So, I did my initial teacher education in Leicester. I was very fortunate to have some inspirational tutors. I didn’t know what I wanted my teaching to be like, I just knew that it needed to be different to what I’d experienced.
I remember being very impressed at one school where a friend of mine had worked very hard to get a CSE grade 5 (equivalent to the lowest GCSE grade you can get). She’d worked incredibly hard for that, much harder than I ever did. I was struck by the idea that whatever teaching was going to be like it needed to be teaching that was good for all learners, and not just the ones who were ‘successful’, the ones who went on and got good grades and go to university.
I was extremely lucky because I did my initial teacher education just as GCSEs and coursework were being introduced. I went to wonderful schools and I had wonderful tutors, people like Barbara and Derek Ball, who are quite long retired, but I still have the pleasure of interacting with them occasionally.
They taught me how mathematics could be brought to life and be something that could make sense to a really wide range of learners, being accessible and exciting and creative. That inspired me for my career as a teacher and I taught in school for about ten years, five years of which I was a head of department.
I worked with a team who were passionate about making mathematics come alive for young people, using technology, practical work, getting out and about and seeing mathematics in the world around you.
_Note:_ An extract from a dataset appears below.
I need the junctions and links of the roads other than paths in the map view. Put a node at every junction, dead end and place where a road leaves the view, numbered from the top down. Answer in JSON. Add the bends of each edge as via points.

The National Curriculum came along and that gave us opportunities to work across primary and secondary, and to think about the way in which we assess learners, understand their achievements and develop a dialogue.
I then worked for a short time as a local authority advisor in mathematics managing a small team of advisory teachers, and that got me into working with primary colleagues. It was in the days when they used to have five, ten or even twenty-day courses for primary teachers who wanted to develop their practice in mathematics. When the National Numeracy Strategy came along, I was working in the local authority. I didn’t believe in saying to people: “There’s one right way to teach.”
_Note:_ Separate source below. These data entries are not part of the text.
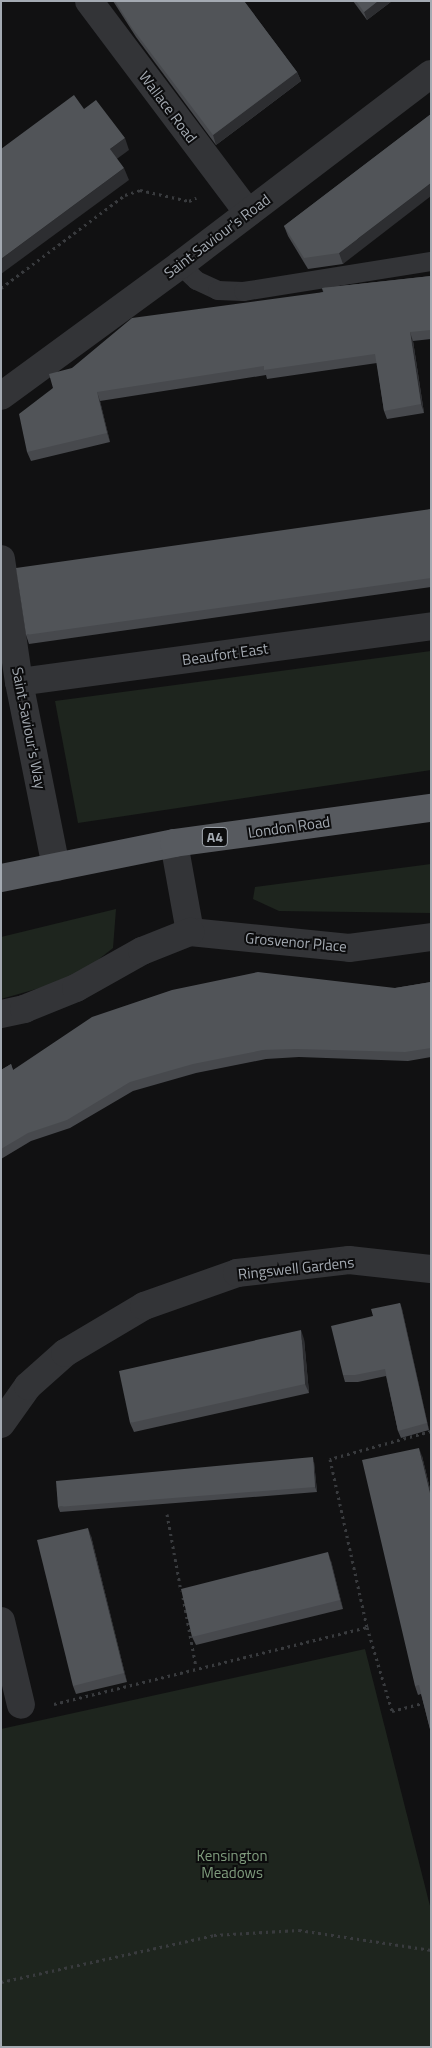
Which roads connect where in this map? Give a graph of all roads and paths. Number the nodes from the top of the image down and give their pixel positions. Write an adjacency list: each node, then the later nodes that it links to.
1 (89, 1): 4 (street, Wallace Road)
2 (431, 74): 4 (street, Saint Saviour's Road)
3 (189, 201): 7 (path)
4 (248, 213): 6 (street, Saint Saviour's Road)
5 (431, 261): 6 (lane)
6 (180, 264): 8 (street, Saint Saviour's Road)
7 (1, 288)
8 (1, 396)
9 (1, 559): 11 (street, Saint Saviour's Way)
10 (431, 626): 11 (street, Beaufort East)
11 (19, 682): 14 (street, Saint Saviour's Way)
12 (431, 808): 13 (highway, London Road / A4)
13 (174, 843): 14 (highway, London Road / A4); 16 (street)
14 (56, 867): 15 (highway, London Road / A4)
15 (1, 878)
16 (190, 932): 17 (street, Grosvenor Place); 18 (street, Grosvenor Place)
17 (431, 937)
18 (1, 1014)
19 (431, 1269): 20 (street, Ringswell Gardens)
20 (1, 1424)
21 (431, 1432): 24 (path)
22 (167, 1514): 25 (path)
23 (1, 1621): 27 (street)
24 (367, 1627): 25 (path); 26 (path)
25 (196, 1667): 27 (path)
26 (431, 1701)
27 (21, 1705)
28 (431, 1950): 29 (path)
29 (1, 1982)

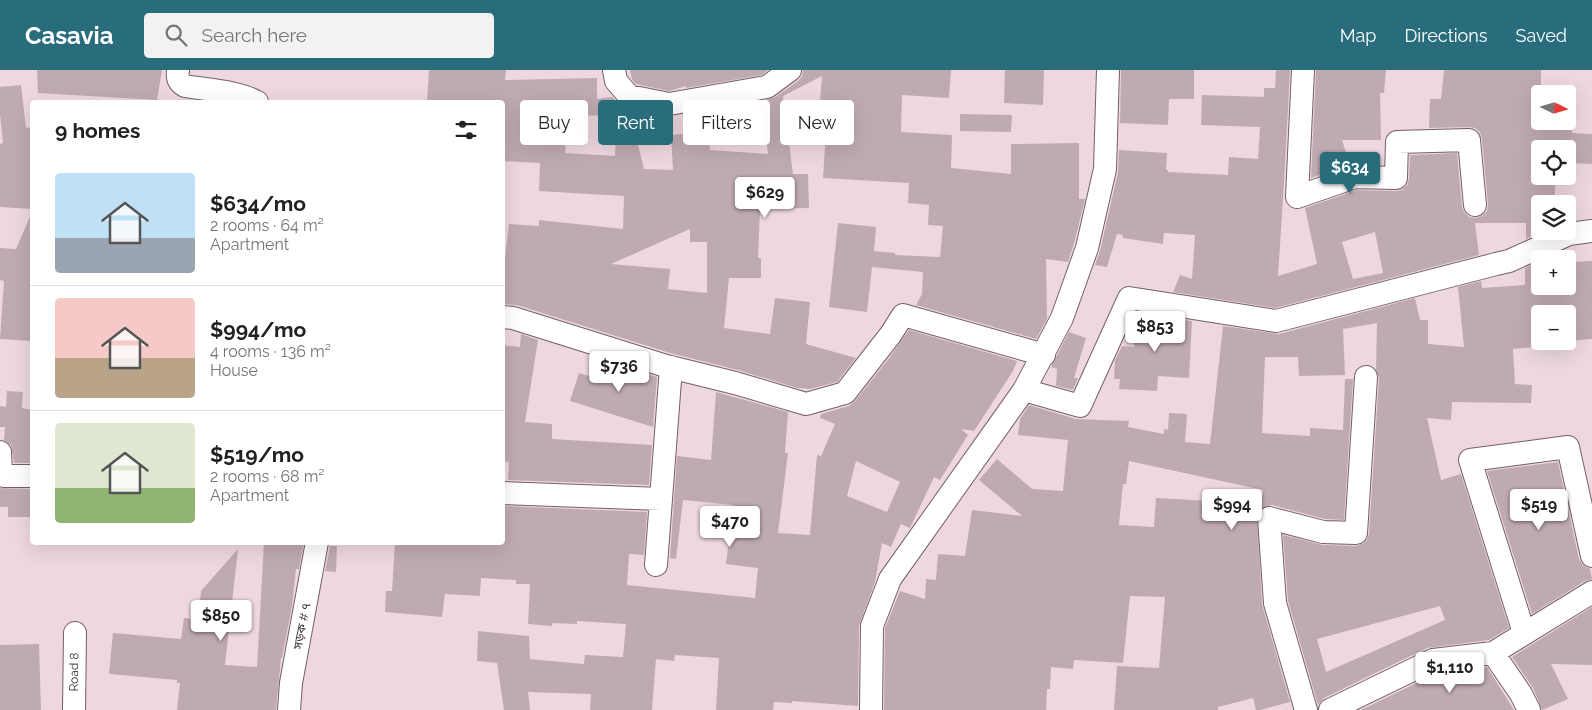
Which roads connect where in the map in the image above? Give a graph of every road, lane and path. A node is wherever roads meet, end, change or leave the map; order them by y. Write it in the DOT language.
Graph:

I was very fortunate and I got a job working at Froebel College, Roehampton, now the University of Roehampton and again, I worked with inspirational people, people who influenced me very greatly, people like Chris Hopkins, Sandy Pepperell, Sue Gifford, wonderful people who inspired teachers – both primary and secondary – to want to make a difference for the young people and children they work with.
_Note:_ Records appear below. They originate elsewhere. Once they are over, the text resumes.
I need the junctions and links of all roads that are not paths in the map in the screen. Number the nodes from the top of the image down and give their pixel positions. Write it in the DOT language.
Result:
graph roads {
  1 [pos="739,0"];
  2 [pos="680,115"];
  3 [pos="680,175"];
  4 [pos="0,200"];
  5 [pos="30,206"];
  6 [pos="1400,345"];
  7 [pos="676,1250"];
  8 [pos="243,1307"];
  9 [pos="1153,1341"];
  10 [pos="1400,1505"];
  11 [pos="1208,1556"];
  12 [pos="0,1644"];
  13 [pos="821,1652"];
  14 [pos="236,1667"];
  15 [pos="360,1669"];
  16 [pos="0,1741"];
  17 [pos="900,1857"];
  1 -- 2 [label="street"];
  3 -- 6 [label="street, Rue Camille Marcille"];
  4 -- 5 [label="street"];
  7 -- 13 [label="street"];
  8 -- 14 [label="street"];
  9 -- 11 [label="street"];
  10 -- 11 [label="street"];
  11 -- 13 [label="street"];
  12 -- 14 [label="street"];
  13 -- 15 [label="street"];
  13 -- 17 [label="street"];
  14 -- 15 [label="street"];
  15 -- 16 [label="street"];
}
I was there for about five years, which was in London. During that time, I became an external examiner, which took me off visiting student teachers in other parts of the country. Travelling to schools in London was very painful driving through suburbia, so I managed to get a job in Lancaster (where I still live today). The role was at St Martin’s College (now the University of Cumbria). I was there for about five years working with beginner teachers.
In 2007, I took up the post as lead for Mathematics 5-19 at the Qualifications & Curriculum Authority in England. It was an exciting time implementing a new secondary curriculum and associated assessments and qualifications. Then the Rose Review of the Primary Curriculum – the best primary mathematics curriculum we never had! The coalition government got rid of many quangos including QCA.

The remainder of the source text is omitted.